- To do -
Would you repeat each line below exactly, without the pictures?

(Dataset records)
---

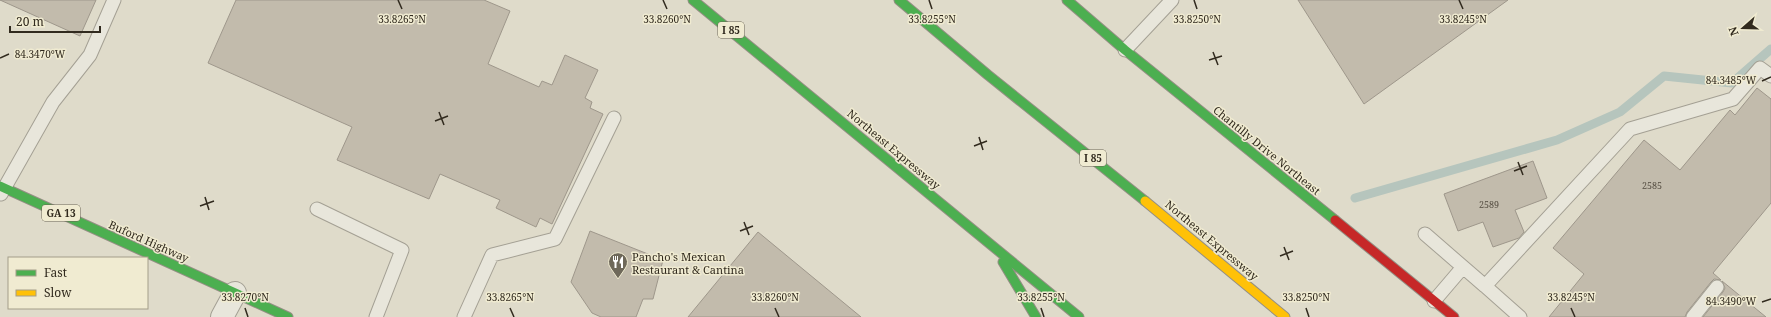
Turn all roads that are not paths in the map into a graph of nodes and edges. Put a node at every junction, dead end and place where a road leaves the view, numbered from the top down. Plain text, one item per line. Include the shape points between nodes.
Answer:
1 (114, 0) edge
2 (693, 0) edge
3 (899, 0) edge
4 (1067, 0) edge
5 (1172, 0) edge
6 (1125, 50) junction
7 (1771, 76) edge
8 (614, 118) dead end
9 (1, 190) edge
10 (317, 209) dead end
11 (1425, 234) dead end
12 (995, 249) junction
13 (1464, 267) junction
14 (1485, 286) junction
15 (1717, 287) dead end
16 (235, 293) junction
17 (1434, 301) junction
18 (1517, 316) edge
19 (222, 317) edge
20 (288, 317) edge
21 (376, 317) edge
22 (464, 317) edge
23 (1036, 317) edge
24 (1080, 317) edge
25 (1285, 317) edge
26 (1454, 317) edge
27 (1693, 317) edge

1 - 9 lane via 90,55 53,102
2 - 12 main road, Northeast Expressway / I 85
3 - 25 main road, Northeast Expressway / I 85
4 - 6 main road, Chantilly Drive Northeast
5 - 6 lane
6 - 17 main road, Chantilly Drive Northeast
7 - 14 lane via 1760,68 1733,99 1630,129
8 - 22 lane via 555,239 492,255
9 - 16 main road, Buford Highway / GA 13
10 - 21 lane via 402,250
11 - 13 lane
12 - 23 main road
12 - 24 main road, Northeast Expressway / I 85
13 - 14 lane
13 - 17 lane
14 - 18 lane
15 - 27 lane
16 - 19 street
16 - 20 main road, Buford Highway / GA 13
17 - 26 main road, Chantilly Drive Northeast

---

- Output below -
Turn all roads that are not paths in the map into a graph of nodes and edges. Put a node at every junction, dead end and place where a road leaves the view, numbered from the top down. Plain text, one item per line. Include the shape points between nodes.
Answer:
1 (114, 0) edge
2 (693, 0) edge
3 (899, 0) edge
4 (1067, 0) edge
5 (1172, 0) edge
6 (1125, 50) junction
7 (1771, 76) edge
8 (614, 118) dead end
9 (1, 190) edge
10 (317, 209) dead end
11 (1425, 234) dead end
12 (995, 249) junction
13 (1464, 267) junction
14 (1485, 286) junction
15 (1717, 287) dead end
16 (235, 293) junction
17 (1434, 301) junction
18 (1517, 316) edge
19 (222, 317) edge
20 (288, 317) edge
21 (376, 317) edge
22 (464, 317) edge
23 (1036, 317) edge
24 (1080, 317) edge
25 (1285, 317) edge
26 (1454, 317) edge
27 (1693, 317) edge

1 - 9 lane via 90,55 53,102
2 - 12 main road, Northeast Expressway / I 85
3 - 25 main road, Northeast Expressway / I 85
4 - 6 main road, Chantilly Drive Northeast
5 - 6 lane
6 - 17 main road, Chantilly Drive Northeast
7 - 14 lane via 1760,68 1733,99 1630,129
8 - 22 lane via 555,239 492,255
9 - 16 main road, Buford Highway / GA 13
10 - 21 lane via 402,250
11 - 13 lane
12 - 23 main road
12 - 24 main road, Northeast Expressway / I 85
13 - 14 lane
13 - 17 lane
14 - 18 lane
15 - 27 lane
16 - 19 street
16 - 20 main road, Buford Highway / GA 13
17 - 26 main road, Chantilly Drive Northeast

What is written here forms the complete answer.